La causa di tale ultima presa di posizione opposta è comunque riferibile ad un’altra norma emanata a seguito della pandemia, ossia l’art. 157 del D.L. 34/2020 (“Decreto Rilancio”), che disciplinava, per i soli tributi erariali, la “scissione tra la data di emissione e di notifica degli atti” di accertamento, di contestazione, di irrogazione delle sanzioni, di recupero dei crediti d’imposta, di liquidazione e di rettifica e liquidazione. Atti che, pertanto, in deroga a quanto previsto dall’art. 3 dello Statuto del contribuente, qualora in scadenza nel periodo 08/03/2020-31/12/2020 potevano essere:
- emessi entro il 31/12/2020, e
- notificati (dopo varie modifiche normative che intervennero sul tema) dal 01/03/2021 al 28/02/2022.
Ora, al netto delle numerose critiche emerse da parte della dottrina e della stampa specializzata, che hanno avuto ad oggetto l’art. 157 del “Decreto Rilancio” – dal momento che esso si inseriva in una “cornice normativa” (del nostro ordinamento tributario) in cui vige il generale principio di ricettività degli atti impositivi, i quali vengono infatti ad esistenza (solamente) nel momento in cui vengono notificati al destinatario – non può non considerarsi come la stessa esistenza di simile norma possa in effetti far dubitare dell’operatività di uno slittamento dei termini, conseguente a quanto disposto dall’art. 67, comma 1 del D.L. 18/2020, ritenuto irragionevole secondo la citata giurisprudenza in quanto riferibile a periodi d’imposta che scadevano successivamente all’entrata in vigore di simile normativa emergenziale.
Fatta salva quest’ultima interpretazione si può però e in ogni caso ritenere, in linea con la più parte degli organismi giudicanti che si sono espressi in proposito alla data odierna, che gli accertamenti relativi al periodo d’imposta 2018 per i tributi erariali scadano per forza di cose entro il 31/12/2024, senza invece alcuna dilazione di sorta e fatti salvi esclusivamente i casi di omissione dichiarativa.

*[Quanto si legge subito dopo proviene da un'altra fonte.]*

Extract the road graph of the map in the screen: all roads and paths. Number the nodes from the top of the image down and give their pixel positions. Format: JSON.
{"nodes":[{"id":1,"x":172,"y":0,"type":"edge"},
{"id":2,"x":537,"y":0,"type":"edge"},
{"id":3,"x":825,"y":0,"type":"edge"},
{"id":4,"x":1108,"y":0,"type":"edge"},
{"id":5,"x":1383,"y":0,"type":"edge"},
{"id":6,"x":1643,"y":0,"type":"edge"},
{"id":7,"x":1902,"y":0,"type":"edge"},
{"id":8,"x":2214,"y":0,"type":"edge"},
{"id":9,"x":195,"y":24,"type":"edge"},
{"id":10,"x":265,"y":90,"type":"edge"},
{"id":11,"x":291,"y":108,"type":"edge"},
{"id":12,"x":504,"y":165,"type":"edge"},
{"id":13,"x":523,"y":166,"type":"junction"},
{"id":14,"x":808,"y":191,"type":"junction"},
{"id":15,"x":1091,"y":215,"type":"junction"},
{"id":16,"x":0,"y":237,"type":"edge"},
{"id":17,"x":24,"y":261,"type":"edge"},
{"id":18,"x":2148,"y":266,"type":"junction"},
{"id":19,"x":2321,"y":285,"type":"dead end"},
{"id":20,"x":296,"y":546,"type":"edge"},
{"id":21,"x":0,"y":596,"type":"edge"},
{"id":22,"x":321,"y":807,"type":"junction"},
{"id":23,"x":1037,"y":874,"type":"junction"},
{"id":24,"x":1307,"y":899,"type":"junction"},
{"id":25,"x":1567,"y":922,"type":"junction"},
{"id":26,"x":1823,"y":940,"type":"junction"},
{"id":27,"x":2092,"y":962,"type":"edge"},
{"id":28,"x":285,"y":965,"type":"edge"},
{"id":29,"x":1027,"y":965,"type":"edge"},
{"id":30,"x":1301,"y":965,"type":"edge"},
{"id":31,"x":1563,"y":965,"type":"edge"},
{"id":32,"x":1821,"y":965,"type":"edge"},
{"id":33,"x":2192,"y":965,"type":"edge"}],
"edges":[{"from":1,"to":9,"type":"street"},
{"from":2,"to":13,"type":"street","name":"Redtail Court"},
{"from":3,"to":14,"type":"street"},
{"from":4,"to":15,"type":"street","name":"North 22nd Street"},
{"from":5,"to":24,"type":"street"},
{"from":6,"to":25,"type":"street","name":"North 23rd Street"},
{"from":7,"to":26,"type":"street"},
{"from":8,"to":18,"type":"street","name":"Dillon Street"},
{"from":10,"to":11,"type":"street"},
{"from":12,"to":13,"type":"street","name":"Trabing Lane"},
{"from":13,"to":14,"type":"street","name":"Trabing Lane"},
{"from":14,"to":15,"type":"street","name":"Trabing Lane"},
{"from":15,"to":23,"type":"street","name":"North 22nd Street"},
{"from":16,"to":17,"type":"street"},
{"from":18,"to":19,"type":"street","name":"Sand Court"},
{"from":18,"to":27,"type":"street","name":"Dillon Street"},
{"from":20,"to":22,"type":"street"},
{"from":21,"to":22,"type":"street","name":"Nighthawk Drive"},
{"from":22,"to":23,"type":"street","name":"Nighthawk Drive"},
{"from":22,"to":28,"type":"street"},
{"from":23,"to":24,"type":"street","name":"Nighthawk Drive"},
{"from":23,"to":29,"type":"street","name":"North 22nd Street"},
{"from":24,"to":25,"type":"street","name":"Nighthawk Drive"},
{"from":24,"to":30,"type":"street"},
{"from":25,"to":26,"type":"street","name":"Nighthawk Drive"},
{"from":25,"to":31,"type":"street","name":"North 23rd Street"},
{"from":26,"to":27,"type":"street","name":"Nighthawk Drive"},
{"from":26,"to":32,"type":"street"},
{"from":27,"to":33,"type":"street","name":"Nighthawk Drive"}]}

Resta invece ferma la proroga in discorso per le entrate diverse, tipicamente locali (IMU ad esempio), in quanto ad esse non si applicava il richiamato art. 157 del D.L. 34/2020 – come affermato ad esempio da CGT I di Perugia n. 232/1/23 del 12/07/2023, CGT I Taranto n. 1410 del 08/11/2022, CTP Pisa n. 242 del 04/07/2022, CTR Trieste n. 168/1/22 del 07/09/2022, CTP Oristano n. 51 del 15/03/2022 e CTP Milano n. 345 del 05/02/2022 (si veda in proposito “I termini di accertamento per i tributi locali (con proroga da normativa emergenziale” ).